Victim–Centeredness during Release Decisionmaking

Always/ Yes Typically Generally Not Never/ No
  1. Do victims’ rights statutes or other policies require notification to victims when juvenile sex offenders’ release proceedings are scheduled?
  2. In practice, are interested victims notified when juvenile sex offenders’ release proceedings are scheduled?
  3. If victims do not want to be notified about release proceedings or release decisions, can they “opt out” of the process?
  4. Do victims’ rights statutes or other policies provide for victim input at release proceedings through the following methods:
    • In–person testimony?
    • Via written statements?
    • Through victim advocates?
    • Other?
  5. In practice, are active attempts made to ensure that the release decisionmaking process is victim–centered, including:
    • Conducting release proceedings at times and in locations that are convenient for victims?
    • Appointing victims or victim advocates to serve as release decisionmakers?
    • Other?
  6. Do victims’ rights statutes or other policies require notification of interested victims when juvenile sex offenders are released from residential/institutional facilities?
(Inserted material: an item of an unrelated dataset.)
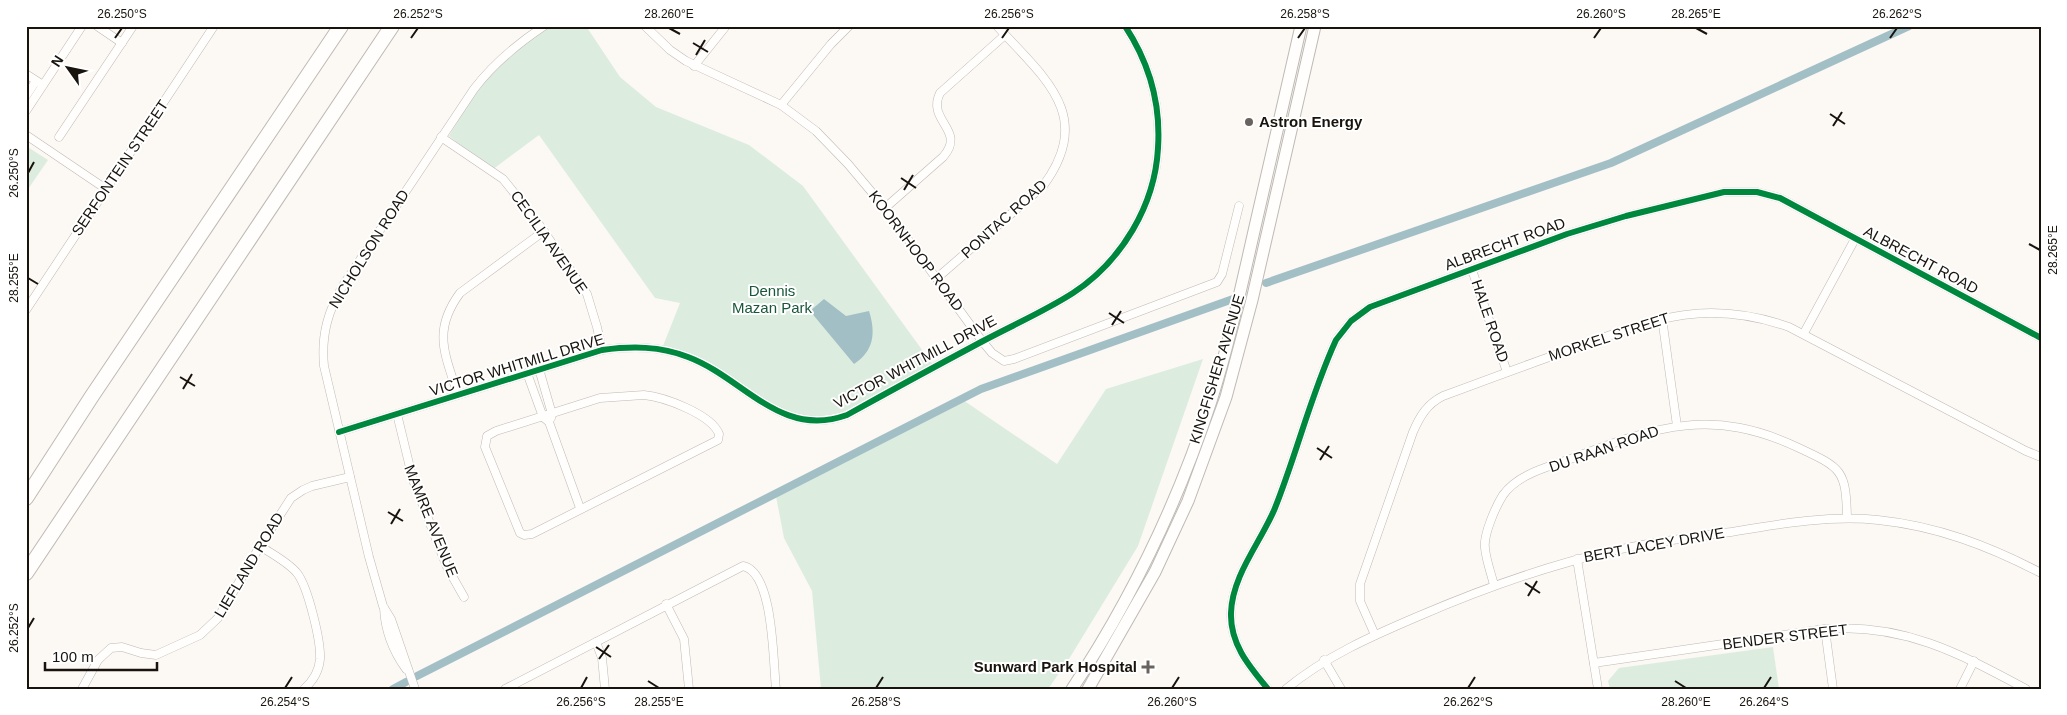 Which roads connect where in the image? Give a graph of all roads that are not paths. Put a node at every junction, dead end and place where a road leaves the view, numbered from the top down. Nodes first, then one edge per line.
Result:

  7. In practice, are interested victims notified when juvenile sex offenders are released from residential/institutional facilities?
  8. Are interested victims provided assistance with the development of safety plans prior to the release of juvenile sex offenders?
  9. Prior to the release of juvenile sex offenders, are no–contact orders in place when warranted?
  10. Do victims’ rights statutes or other policies require release decisionmakers to address victim restitution as a part of release conditions for juvenile sex offenders?
  11. In practice, do release decisionmakers ensure that restitution orders are fulfilled prior to release or as a condition of post–release supervision?
  12. If a victim is present in a school where a juvenile sex offender is anticipated to return, is the juvenile expected/required to find an alternative educational setting?
  13. If a victim is enrolled in the school where a juvenile sex offender is anticipated to return, is the victim or the parent of the victim notified prior to the juvenile’s return?
  14. If a victim is present in a school where a juvenile sex offender is anticipated to return, is a safety plan developed to ensure victim safety and protection?